• _MATERIAL FOR THIS EXERCISE_:
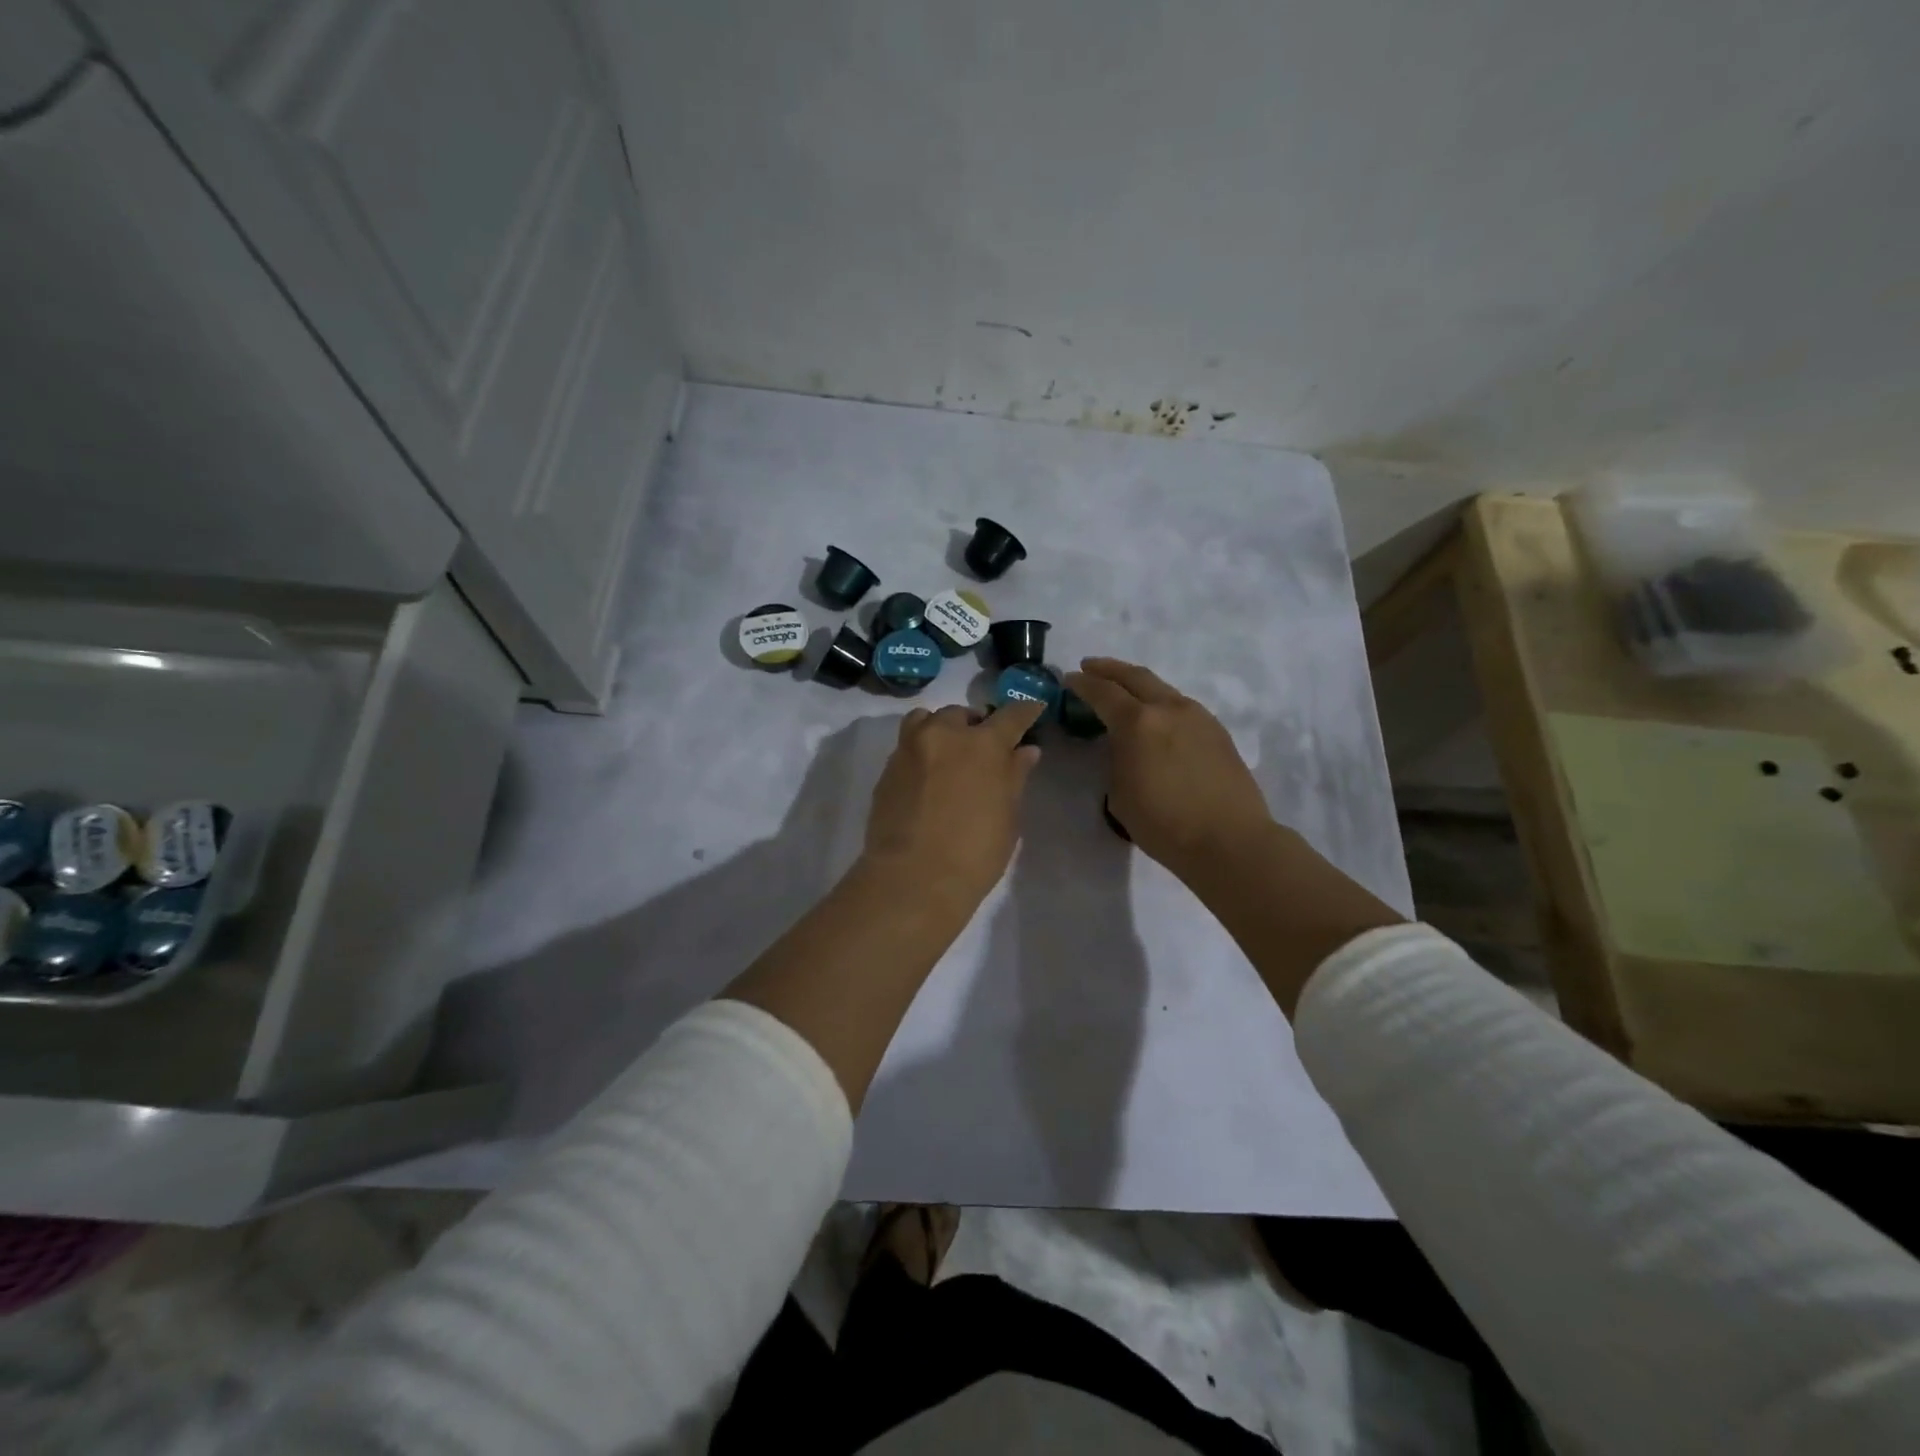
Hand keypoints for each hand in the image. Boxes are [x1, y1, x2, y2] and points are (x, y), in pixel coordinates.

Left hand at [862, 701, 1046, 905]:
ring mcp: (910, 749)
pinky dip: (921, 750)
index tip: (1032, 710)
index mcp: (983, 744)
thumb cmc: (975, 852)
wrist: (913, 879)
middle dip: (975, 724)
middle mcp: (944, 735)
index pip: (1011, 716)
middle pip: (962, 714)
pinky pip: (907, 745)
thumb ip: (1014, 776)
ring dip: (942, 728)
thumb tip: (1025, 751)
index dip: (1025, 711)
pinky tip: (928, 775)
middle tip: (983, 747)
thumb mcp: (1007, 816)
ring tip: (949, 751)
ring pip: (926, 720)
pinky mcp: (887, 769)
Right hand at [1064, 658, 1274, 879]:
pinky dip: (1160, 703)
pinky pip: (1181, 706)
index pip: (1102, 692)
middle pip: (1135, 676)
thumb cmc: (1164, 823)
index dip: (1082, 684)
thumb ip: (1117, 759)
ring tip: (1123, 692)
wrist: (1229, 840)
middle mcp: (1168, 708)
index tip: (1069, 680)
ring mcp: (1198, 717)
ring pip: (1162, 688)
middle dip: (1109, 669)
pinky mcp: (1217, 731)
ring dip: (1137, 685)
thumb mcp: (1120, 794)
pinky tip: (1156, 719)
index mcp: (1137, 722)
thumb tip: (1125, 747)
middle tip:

• _YOUR INSTRUCTIONS_: Reproduce every entry word for word, but skip any pictures.

• _TASK RESULT_:
Hand keypoints for each hand in the image. Boxes are [x1, y1, x2, y2] and points are (x, y), in pixel coordinates.

Left hand at [862, 701, 1046, 905]:
ring mcp: (910, 749)
pinky dip: (921, 750)
index tip: (1032, 710)
index mcp: (983, 744)
thumb cmc: (975, 852)
wrist: (913, 879)
middle dip: (975, 724)
middle mcp: (944, 735)
index pip: (1011, 716)
middle pip: (962, 714)
pinky pip: (907, 745)
thumb ip: (1014, 776)
ring dip: (942, 728)
thumb tip: (1025, 751)
index dip: (1025, 711)
pinky tip: (928, 775)
middle tip: (983, 747)
thumb mcp: (1007, 816)
ring tip: (949, 751)
ring pip: (926, 720)
pinky mcp: (887, 769)
Right hand at [1064, 658, 1274, 879]:
pinky dip: (1160, 703)
pinky pip: (1181, 706)
index pip: (1102, 692)
middle pip: (1135, 676)
thumb cmc: (1164, 823)
index dip: (1082, 684)
thumb ip: (1117, 759)
ring tip: (1123, 692)
wrist: (1229, 840)
middle mcp: (1168, 708)
index tip: (1069, 680)
ring mcp: (1198, 717)
ring pip: (1162, 688)
middle dip: (1109, 669)
pinky mcp: (1217, 731)
ring dip: (1137, 685)
thumb mcp: (1120, 794)
pinky tip: (1156, 719)
index mcp: (1137, 722)
thumb tip: (1125, 747)
middle tip:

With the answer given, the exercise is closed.